A fair amount of wondering has been done about how FAI could figure out what humans actually want. A school of thought says persuasively that what we say we want is not what we actually want, so what we really want has to be extrapolated.
If we take the end-game promises of popular religions at face value, it occurs to me that Buddhism promises something between non-existence and wireheading (nirvana - "to blow out"), while Christianity promises wireheading (eternal bliss - heaven). I am not familiar enough with other religions to make statements about them.
In my anecdotal experience, it seems to me rationalists are quick to dismiss wireheading and non-existence as desirable possibilities. We experience this grasping desire to live, create, discover, and experience. We're not sure to what end, but we feel this indescribable zest, and we're convinced it's going to be great.
Look at people getting mental orgasms from Elon Musk launching a car into space. Whatever problems you have, space exploration is not going to solve them, and if your life is in harmony, you don't need space exploration. And yet there's this palpable zest about an unspoken implication... That perhaps an age of discovery is dawning, an age of adventure, an age of transcending our present problems and tackling larger ones. An age of being awesome.

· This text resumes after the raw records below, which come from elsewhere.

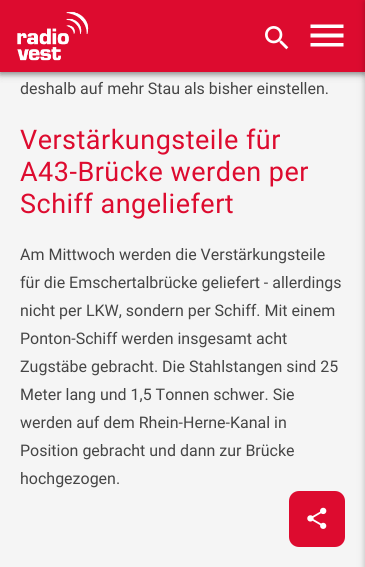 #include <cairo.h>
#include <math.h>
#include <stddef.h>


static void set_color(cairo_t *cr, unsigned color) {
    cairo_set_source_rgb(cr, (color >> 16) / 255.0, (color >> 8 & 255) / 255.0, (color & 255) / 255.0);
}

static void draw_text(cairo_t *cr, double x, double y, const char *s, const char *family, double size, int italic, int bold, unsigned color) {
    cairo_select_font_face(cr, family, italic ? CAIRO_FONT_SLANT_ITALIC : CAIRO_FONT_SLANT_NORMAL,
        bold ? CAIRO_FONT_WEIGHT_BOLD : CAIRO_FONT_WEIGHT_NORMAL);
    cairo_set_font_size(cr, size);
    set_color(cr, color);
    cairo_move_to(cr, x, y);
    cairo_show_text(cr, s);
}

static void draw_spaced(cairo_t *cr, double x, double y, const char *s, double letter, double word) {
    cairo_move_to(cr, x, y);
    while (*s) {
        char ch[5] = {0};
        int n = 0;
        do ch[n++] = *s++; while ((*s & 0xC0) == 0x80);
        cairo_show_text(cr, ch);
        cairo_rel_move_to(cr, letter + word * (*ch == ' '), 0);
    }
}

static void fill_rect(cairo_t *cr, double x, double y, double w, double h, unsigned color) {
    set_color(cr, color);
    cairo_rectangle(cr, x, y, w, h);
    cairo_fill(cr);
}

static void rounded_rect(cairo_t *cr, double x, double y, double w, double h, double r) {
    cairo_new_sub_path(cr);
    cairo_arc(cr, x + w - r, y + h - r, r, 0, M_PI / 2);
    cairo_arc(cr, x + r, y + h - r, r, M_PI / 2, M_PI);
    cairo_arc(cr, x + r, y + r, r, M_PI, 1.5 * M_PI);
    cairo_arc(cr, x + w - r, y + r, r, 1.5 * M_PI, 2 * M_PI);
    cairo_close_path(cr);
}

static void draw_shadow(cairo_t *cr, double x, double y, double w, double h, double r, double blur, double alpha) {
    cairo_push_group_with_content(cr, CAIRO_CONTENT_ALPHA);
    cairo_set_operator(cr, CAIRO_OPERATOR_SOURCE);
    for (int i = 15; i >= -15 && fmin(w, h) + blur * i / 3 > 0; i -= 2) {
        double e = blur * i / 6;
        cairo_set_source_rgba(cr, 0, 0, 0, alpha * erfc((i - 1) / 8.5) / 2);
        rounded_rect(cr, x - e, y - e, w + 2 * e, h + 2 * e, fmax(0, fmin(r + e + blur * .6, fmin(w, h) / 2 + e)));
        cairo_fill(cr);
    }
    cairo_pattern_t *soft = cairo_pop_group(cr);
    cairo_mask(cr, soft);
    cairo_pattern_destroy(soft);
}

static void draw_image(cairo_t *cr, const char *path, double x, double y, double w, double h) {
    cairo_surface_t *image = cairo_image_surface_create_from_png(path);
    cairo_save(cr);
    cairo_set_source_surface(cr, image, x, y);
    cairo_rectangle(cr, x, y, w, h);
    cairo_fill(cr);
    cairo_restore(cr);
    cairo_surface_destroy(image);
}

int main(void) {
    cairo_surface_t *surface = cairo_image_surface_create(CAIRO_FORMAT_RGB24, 365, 567);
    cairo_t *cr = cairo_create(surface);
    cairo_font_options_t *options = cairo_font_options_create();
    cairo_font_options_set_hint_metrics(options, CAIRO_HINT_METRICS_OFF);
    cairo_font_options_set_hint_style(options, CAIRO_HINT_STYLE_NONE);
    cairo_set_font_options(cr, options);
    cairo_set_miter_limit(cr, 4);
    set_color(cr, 0xF5F5F5);
    cairo_paint(cr);
    set_color(cr, 0x000000);
    draw_shadow(cr, 0, 2, 365, 72, 0, 5, 0.12);
    draw_shadow(cr, 0, 2, 365, 72, 0, 2.5, 0.16);
    draw_shadow(cr, 0, 2, 365, 72, 0, 5, 0.12);
    draw_shadow(cr, 0, 2, 365, 72, 0, 2.5, 0.16);
    fill_rect(cr, 0, 0, 365, 72, 0xDD0B2F);
    draw_image(cr, "assets/img1.png", 17, 11, 72, 50);
    draw_image(cr, "assets/img2.png", 265, 26, 24, 24);
    set_color(cr, 0xFFFFFF);
    cairo_new_path(cr);
    cairo_move_to(cr, 310.5, 24.5);
    cairo_line_to(cr, 343.5, 24.5);
    cairo_line_to(cr, 343.5, 28);
    cairo_line_to(cr, 310.5, 28);
    cairo_close_path(cr);
    cairo_move_to(cr, 310.5, 33.5);
    cairo_line_to(cr, 343.5, 33.5);
    cairo_line_to(cr, 343.5, 37.5);
    cairo_line_to(cr, 310.5, 37.5);
    cairo_close_path(cr);
    cairo_move_to(cr, 310.5, 43);
    cairo_line_to(cr, 343.5, 43);
    cairo_line_to(cr, 343.5, 46.5);
    cairo_line_to(cr, 310.5, 46.5);
    cairo_close_path(cr);
    cairo_fill(cr);
    draw_text(cr, 20, 94, "deshalb auf mehr Stau als bisher einstellen.", "Roboto", 16, 0, 0, 0x454545);
    cairo_set_font_size(cr, 27);
    set_color(cr, 0xDD0B2F);
    draw_spaced(cr, 20, 149, "Verstärkungsteile für", 0.5, 0);
    draw_spaced(cr, 20, 181, "A43-Brücke werden per", 0.5, 0);
    draw_spaced(cr, 20, 213, "Schiff angeliefert", 0.5, 0);
    draw_text(cr, 20, 260, "Am Mittwoch werden die Verstärkungsteile", "Roboto", 16, 0, 0, 0x454545);
    draw_text(cr, 20, 288, "für die Emschertalbrücke geliefert - allerdings", "Roboto", 16, 0, 0, 0x454545);
    draw_text(cr, 20, 316, "nicht per LKW, sondern per Schiff. Mit einem", "Roboto", 16, 0, 0, 0x454545);
    draw_text(cr, 20, 344, "Ponton-Schiff werden insgesamt acht", "Roboto", 16, 0, 0, 0x454545);
    draw_text(cr, 20, 372, "Zugstäbe gebracht. Die Stahlstangen sind 25", "Roboto", 16, 0, 0, 0x454545);
    draw_text(cr, 20, 400, "Meter lang und 1,5 Tonnen schwer. Sie", "Roboto", 16, 0, 0, 0x454545);
    draw_text(cr, 20, 428, "werden auf dem Rhein-Herne-Kanal in", "Roboto", 16, 0, 0, 0x454545);
    draw_text(cr, 20, 456, "Position gebracht und dann zur Brücke", "Roboto", 16, 0, 0, 0x454545);
    draw_text(cr, 20, 484, "hochgezogen.", "Roboto", 16, 0, 0, 0x454545);
    set_color(cr, 0x000000);
    draw_shadow(cr, 365, 2, 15, 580, 0, 5, 0.12);
    draw_shadow(cr, 365, 2, 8, 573, 0, 2.5, 0.16);
    set_color(cr, 0xDD0B2F);
    rounded_rect(cr, 289, 491, 56, 56, 10);
    cairo_fill(cr);
    draw_image(cr, "assets/img3.png", 307, 507, 20, 22);
    cairo_surface_write_to_png(surface, "output.png");
    cairo_font_options_destroy(options);
    cairo_destroy(cr);
    cairo_surface_destroy(surface);
    return 0;
}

There's a type of person that feels this zest, and this type is not a majority. The median person on Earth is confused by the world. They believe in things like Jesus Christ, and they press on in hope that adhering to divine guidance while they attempt to survive the trials and tribulations of life will be rewarded with not having to do this again. To such a person, the sight of two metal meteors descending from the sky with loud sonic booms, igniting engines and landing in synchrony does not necessarily inspire awe or enthusiasm as much as confusion and terror.

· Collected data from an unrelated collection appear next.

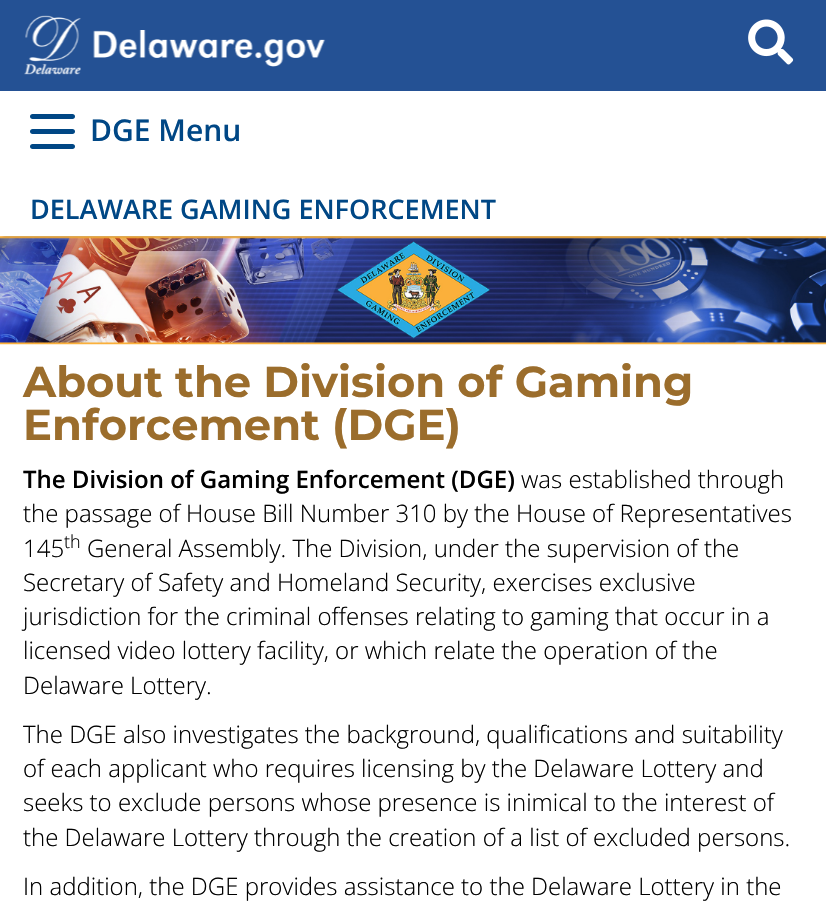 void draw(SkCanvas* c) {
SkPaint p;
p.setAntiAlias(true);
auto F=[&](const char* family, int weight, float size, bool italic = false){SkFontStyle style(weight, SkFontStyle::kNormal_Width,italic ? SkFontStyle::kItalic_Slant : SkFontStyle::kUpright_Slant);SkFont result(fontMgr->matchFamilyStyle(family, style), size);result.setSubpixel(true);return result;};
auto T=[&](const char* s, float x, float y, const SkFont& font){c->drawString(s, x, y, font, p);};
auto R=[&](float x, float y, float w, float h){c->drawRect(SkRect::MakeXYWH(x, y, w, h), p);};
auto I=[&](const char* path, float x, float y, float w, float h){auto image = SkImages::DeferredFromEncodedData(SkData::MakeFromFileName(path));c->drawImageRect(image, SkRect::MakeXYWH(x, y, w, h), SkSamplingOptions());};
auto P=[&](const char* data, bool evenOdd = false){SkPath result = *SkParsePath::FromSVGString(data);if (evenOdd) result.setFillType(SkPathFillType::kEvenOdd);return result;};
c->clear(0xffffffff);
I("4.png",0,236,826,109);
p.setColor(0x4d000000);
p.setMaskFilter(SkMaskFilter::MakeBlur(kNormal_SkBlurStyle, 1.5));
c->drawRect(SkRect::MakeXYWH(3,96,821,140),p);
p.setMaskFilter(nullptr);
p.setColor(0xff245194);
R(0,0,826,91);
I("1.png",24,15,57,60);
I("2.png",93,30,233,37);
I("3.png",748,19,46,46);
p.setColor(0xffffffff);
R(0,93,826,143);
p.setColor(0xff004785);
c->drawPath(P("M32.5 114h20.5v5h-20.5c-1.5 0-2.5-1-2.5-2.5c0-1.5 1-2.5 2.5-2.5z"),p);
c->drawPath(P("M53 114h19.5c1.5 0 2.5 1 2.5 2.5c0 1.5-1 2.5-2.5 2.5h-19.5z"),p);
c->drawPath(P("M32.5 129h20.5v5h-20.5c-1.5 0-2.5-1-2.5-2.5c0-1.5 1-2.5 2.5-2.5z"),p);
c->drawPath(P("M53 129h19.5c1.5 0 2.5 1 2.5 2.5c0 1.5-1 2.5-2.5 2.5h-19.5z"),p);
c->drawPath(P("M32.5 144h20.5v5h-20.5c-1.5 0-2.5-1-2.5-2.5c0-1.5 1-2.5 2.5-2.5z"),p);
c->drawPath(P("M53 144h19.5c1.5 0 2.5 1 2.5 2.5c0 1.5-1 2.5-2.5 2.5h-19.5z"),p);
auto f1 = F("Open Sans",600,30);
T("DGE Menu",90,141,f1);
auto f2 = F("Open Sans",600,27);
T("DELAWARE GAMING ENFORCEMENT",30,219,f2);
auto f3 = F("Montserrat",700,43.25);
p.setColor(0xff9b6d2c);
T("About the Division of Gaming",23,397,f3);
T("Enforcement (DGE)",23,440,f3);
auto f4 = F("Open Sans",600,24);
p.setColor(0xff000000);
T("The Division of Gaming Enforcement (DGE)",23,488,f4);
auto f5 = F("Open Sans",300,24);
T("was established through",521,488,f5);
T("the passage of House Bill Number 310 by the House of Representatives",23,522,f5);
T("145",23,557,f5);
auto f6 = F("Open Sans",300,18);
T("th",64,548,f6);
T("General Assembly. The Division, under the supervision of the",87,557,f5);
T("Secretary of Safety and Homeland Security, exercises exclusive",23,591,f5);
T("jurisdiction for the criminal offenses relating to gaming that occur in a",23,625,f5);
T("licensed video lottery facility, or which relate the operation of the",23,659,f5);
T("Delaware Lottery.",23,694,f5);
T("The DGE also investigates the background, qualifications and suitability",23,743,f5);
T("of each applicant who requires licensing by the Delaware Lottery and",23,777,f5);
T("seeks to exclude persons whose presence is inimical to the interest of",23,811,f5);
T("the Delaware Lottery through the creation of a list of excluded persons.",23,846,f5);
T("In addition, the DGE provides assistance to the Delaware Lottery in the",23,895,f5);
}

We, the few, are the seekers of something we cannot describe, and most of us find it hard to identify with the mindset of the median individual. The median individual does not want the excitement we seek, they just want an end... a release.

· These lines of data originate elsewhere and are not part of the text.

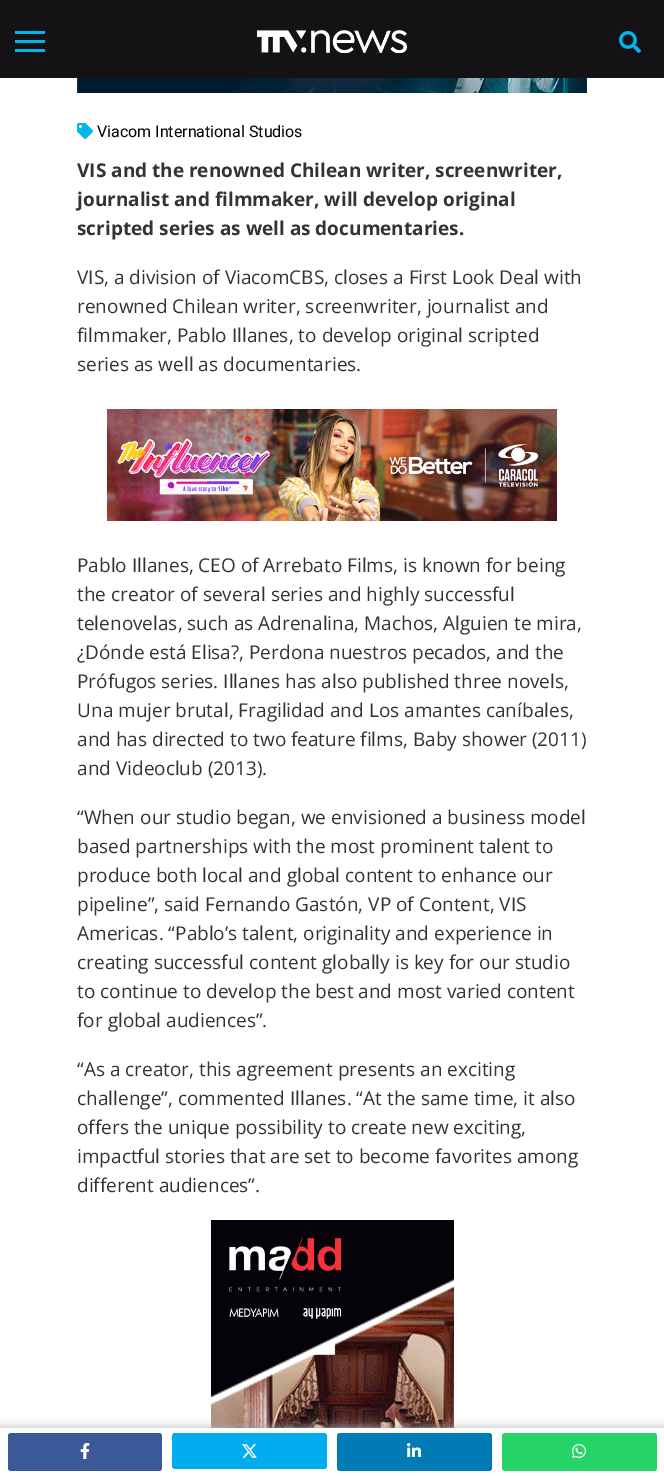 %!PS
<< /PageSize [664 1476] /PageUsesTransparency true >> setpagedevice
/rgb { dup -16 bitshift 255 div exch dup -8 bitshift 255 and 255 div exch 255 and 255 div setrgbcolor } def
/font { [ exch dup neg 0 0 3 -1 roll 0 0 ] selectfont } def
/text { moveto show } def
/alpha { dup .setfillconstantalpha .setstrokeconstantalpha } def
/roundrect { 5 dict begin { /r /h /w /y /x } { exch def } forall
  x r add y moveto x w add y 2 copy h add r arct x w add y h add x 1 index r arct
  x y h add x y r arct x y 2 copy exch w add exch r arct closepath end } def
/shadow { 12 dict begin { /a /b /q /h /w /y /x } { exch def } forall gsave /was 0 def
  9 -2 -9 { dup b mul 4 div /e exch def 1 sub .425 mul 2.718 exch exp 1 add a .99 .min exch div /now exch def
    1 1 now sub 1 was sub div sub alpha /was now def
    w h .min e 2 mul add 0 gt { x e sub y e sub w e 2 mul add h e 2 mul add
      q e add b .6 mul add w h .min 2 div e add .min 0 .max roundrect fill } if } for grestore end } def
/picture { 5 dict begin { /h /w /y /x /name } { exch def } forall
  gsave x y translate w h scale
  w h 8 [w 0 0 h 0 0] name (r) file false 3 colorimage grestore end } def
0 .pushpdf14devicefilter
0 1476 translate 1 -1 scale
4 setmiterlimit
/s1 { /Roboto-Regular 16 font 16#000000 rgb } def
/s2 { /OpenSans-Bold 19 font 16#333333 rgb } def
/s3 { /OpenSans-Regular 19 font 16#333333 rgb } def
16#FFFFFF rgb
0 0 664 1476 rectfill
16#151215 rgb
0 0 664 78 rectfill
(pic1.raw) 257 30 150 23 picture
(pic2.raw) 619 31 22 22 picture
16#00B7EB rgb
15 31 30 3 rectfill
15 40 30 3 rectfill
15 49 30 3 rectfill
(pic3.raw) 77 78 510 15 picture
(pic4.raw) 77 123 16 16 picture
s1
(Viacom International Studios) 97 137 text
s2
(VIS and the renowned Chilean writer, screenwriter,) 77 177 text
(journalist and filmmaker, will develop original) 77 206 text
(scripted series as well as documentaries.) 77 235 text
s3
(VIS, a division of ViacomCBS, closes a First Look Deal with) 77 284 text
(renowned Chilean writer, screenwriter, journalist and) 77 313 text
(filmmaker, Pablo Illanes, to develop original scripted) 77 342 text
(series as well as documentaries.) 77 371 text
(pic5.raw) 107 409 450 112 picture
(Pablo Illanes, CEO of Arrebato Films, is known for being) 77 572 text
(the creator of several series and highly successful) 77 601 text
(telenovelas, such as Adrenalina, Machos, Alguien te mira,) 77 630 text
(¿Dónde está Elisa?, Perdona nuestros pecados, and the) 77 659 text
(Prófugos series. Illanes has also published three novels,) 77 688 text
(Una mujer brutal, Fragilidad and Los amantes caníbales,) 77 717 text
(and has directed to two feature films, Baby shower \(2011\)) 77 746 text
(and Videoclub \(2013\).) 77 775 text
(“When our studio began, we envisioned a business model) 77 824 text
(based partnerships with the most prominent talent to) 77 853 text
(produce both local and global content to enhance our) 77 882 text
(pipeline”, said Fernando Gastón, VP of Content, VIS) 77 911 text
(Americas. “Pablo’s talent, originality and experience in) 77 940 text
(creating successful content globally is key for our studio) 77 969 text
(to continue to develop the best and most varied content) 77 998 text
(for global audiences”.) 77 1027 text
(“As a creator, this agreement presents an exciting) 77 1076 text
(challenge”, commented Illanes. “At the same time, it also) 77 1105 text
(offers the unique possibility to create new exciting,) 77 1134 text
(impactful stories that are set to become favorites among) 77 1163 text
(different audiences”.) 77 1192 text
(pic6.raw) 211 1220 243 208 picture
16#B9B9B9 rgb
0 1428 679 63 0 5 1 shadow
16#FFFFFF rgb
0 1428 664 48 rectfill
16#3B5998 rgb
8 1433 154 38 3 roundrect fill
(pic7.raw) 80 1443 10 16 picture
16#00ACED rgb
172 1433 155 36 3 roundrect fill
(pic8.raw) 242 1444 15 14 picture
16#007BB6 rgb
337 1433 155 38 3 roundrect fill
(pic9.raw) 407 1443 14 14 picture
16#25D366 rgb
502 1433 155 38 3 roundrect fill
(pic10.raw) 572 1444 14 14 picture
.poppdf14devicefilter showpage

A lot of optimism towards life and the future (vs old-world desire for a different, better heaven, or the Eastern desire for oblivion) comes from the fact that we are living in a golden age and, for many of those of us who have access to computers and higher learning, golden parts of the planet. For most of human history, life was proverbially nasty, brutish, and short: the shortness was a mercy. Even today, we age; we accumulate psychic injuries as we lose pets, friends, and family and as we accumulate injuries and indignities. It makes one tired, but in our golden lives we can stay proverbially awake longer because it just doesn't wear us out as fast.
We catch our breaths in nearly religious awe at those boosters because they represent a pinnacle in the things that make our lives golden: science represents real miracles to us. Our lives are objectively better than they were for our ancestors. A lot of people around the world, even now, don't have access to these benefits; if anything, the boosters and the beautiful car in space may represent to them exclusion and the bifurcation of the population. Why would they show joy? chances are high that neither they nor their children will see much of the benefit. It trickles down in first world countries to some extent, but less so the further removed one is from the epicenter of the scientific miracle.